Roger Snyder, Principal Consultant at Productside, blends 25+ years of tech and product leadership to help teams build smarter, market-driven products.

Webinar Q&A

Roadmaps fall apart when executive drive-bys, urgent fixes, and unprioritized feature requests flatten strategic plans. The solution is shifting to outcome-based roadmaps, reframing solution demands into problem statements, and holding regular roadmap reviews that reinforce value, not dates. This keeps your roadmap alive and aligned instead of becoming a tactical Gantt zombie.

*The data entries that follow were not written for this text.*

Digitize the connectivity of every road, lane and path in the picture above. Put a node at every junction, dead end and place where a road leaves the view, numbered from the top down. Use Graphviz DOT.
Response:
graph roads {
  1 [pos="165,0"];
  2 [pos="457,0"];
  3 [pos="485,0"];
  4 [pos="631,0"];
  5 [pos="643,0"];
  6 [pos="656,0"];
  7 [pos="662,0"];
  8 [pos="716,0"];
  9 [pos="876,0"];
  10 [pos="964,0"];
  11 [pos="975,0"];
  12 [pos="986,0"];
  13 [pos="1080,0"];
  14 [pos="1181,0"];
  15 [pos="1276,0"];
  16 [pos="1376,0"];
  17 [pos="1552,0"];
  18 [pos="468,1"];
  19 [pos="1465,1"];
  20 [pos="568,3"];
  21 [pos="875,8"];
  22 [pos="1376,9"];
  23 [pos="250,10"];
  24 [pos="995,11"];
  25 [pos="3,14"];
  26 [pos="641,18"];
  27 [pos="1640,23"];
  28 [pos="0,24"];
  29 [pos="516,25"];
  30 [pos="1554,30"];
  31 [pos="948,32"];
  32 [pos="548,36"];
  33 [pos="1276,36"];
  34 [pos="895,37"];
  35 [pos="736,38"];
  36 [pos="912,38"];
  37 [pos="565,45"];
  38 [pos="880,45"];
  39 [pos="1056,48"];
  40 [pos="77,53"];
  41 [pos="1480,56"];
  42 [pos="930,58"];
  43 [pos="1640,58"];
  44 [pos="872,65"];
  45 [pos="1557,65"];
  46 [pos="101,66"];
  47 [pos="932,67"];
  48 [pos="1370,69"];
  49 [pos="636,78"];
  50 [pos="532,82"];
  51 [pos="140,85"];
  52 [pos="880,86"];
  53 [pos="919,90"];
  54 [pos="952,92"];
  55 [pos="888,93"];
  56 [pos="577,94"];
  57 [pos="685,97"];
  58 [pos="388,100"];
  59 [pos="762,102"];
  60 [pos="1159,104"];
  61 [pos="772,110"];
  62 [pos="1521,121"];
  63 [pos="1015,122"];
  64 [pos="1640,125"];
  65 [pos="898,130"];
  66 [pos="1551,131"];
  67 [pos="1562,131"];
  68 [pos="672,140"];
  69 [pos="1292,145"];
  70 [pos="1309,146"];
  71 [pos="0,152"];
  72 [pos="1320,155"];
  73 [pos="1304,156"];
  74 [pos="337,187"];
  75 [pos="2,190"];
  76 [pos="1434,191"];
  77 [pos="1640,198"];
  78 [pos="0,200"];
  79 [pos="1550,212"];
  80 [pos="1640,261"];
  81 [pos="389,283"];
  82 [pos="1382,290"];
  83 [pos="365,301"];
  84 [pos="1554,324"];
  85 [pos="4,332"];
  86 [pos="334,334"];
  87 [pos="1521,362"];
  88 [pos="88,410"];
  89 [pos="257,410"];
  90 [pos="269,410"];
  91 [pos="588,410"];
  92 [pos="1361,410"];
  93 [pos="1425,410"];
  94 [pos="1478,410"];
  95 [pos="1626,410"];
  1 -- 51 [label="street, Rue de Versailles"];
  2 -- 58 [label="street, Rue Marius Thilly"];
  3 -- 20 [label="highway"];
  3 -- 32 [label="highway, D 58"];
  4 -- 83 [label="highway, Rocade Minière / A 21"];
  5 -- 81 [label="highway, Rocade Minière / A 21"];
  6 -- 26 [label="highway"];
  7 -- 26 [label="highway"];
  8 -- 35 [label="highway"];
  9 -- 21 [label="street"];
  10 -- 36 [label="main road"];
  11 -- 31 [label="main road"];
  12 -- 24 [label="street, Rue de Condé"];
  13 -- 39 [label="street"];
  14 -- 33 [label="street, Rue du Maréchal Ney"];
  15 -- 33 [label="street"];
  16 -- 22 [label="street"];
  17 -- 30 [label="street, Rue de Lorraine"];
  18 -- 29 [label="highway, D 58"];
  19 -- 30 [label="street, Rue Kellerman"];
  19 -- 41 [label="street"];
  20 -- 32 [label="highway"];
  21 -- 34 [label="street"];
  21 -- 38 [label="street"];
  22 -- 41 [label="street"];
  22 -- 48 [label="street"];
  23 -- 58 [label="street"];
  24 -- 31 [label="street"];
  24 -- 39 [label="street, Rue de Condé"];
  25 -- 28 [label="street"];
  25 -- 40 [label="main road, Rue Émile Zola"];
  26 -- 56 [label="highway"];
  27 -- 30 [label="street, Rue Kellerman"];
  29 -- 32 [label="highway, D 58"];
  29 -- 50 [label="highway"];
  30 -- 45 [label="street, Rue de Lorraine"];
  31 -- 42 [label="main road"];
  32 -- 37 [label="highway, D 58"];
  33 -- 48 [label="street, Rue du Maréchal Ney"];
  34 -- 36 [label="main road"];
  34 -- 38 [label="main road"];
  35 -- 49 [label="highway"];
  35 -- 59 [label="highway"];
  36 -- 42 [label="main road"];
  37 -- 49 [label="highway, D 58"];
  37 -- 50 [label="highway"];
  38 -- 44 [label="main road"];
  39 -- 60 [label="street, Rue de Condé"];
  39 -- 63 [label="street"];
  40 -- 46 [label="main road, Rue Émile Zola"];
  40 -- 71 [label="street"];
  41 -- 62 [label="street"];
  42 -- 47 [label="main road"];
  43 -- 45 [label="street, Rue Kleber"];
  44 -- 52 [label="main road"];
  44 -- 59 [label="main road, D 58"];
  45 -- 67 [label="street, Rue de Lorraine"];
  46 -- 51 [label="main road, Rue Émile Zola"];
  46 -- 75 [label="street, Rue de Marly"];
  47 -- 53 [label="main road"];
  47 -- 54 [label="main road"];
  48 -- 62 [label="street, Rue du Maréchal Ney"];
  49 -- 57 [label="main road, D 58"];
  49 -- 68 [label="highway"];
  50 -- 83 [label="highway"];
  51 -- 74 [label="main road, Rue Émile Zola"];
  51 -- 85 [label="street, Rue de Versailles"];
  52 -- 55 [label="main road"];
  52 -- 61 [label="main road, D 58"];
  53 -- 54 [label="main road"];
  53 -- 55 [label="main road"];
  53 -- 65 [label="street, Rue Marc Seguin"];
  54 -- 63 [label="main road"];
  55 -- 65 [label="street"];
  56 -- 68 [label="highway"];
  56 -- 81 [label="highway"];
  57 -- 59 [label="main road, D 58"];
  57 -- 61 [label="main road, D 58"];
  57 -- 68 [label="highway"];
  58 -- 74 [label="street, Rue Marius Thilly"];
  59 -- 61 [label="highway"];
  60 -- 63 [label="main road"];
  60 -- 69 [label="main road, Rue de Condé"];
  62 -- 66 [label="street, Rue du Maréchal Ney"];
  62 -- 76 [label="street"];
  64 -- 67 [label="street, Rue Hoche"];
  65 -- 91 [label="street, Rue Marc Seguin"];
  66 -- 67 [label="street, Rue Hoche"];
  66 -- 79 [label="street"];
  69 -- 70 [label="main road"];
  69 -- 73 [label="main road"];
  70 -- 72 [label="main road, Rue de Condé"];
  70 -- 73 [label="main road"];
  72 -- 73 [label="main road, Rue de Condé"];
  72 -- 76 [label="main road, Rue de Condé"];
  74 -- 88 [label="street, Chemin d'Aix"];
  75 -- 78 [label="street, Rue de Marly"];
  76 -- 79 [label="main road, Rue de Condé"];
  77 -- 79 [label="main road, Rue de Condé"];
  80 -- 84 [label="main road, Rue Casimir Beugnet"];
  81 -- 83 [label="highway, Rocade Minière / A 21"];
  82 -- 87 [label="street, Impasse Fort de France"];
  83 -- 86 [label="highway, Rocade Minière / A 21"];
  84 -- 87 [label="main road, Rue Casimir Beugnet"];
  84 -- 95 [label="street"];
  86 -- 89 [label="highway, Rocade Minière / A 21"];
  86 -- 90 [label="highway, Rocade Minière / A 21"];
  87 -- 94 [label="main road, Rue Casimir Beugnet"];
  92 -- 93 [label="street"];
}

Feature hostage situations happen when competing stakeholders push custom requests without shared criteria. Use customer data, a transparent prioritization framework, and business success metrics to refocus the conversation on measurable impact instead of politics. Techniques like “buy-a-feature” budgeting also turn turf wars into collaboration.
MVPs turn into runaway beasts when teams treat them like finished products rather than experiments designed to learn. Define clear MVP boundaries, success criteria, and create a separate backlog for post-MVP enhancements. Weekly scope-control syncs ensure the MVP remains minimal, viable, and purposeful.
Zombie products persist because they still generate some revenue — but their maintenance cost quietly skyrockets. To regain control, track maintenance costs vs. value, build a phased migration plan, and demonstrate opportunity costs to stakeholders. Strategic sunsetting paired with user-focused migration incentives prevents legacy systems from consuming your roadmap.
AI isn’t replacing PMs — it’s replacing the old way PMs work. The danger isn’t AI itself but ignoring it. Modern PMs use AI to accelerate discovery, analysis, storytelling, and strategy validation, acting as an always-on co-pilot. By focusing on problem framing, decision-making, and outcomes, PMs become more indispensable—not less—in an agentic AI era.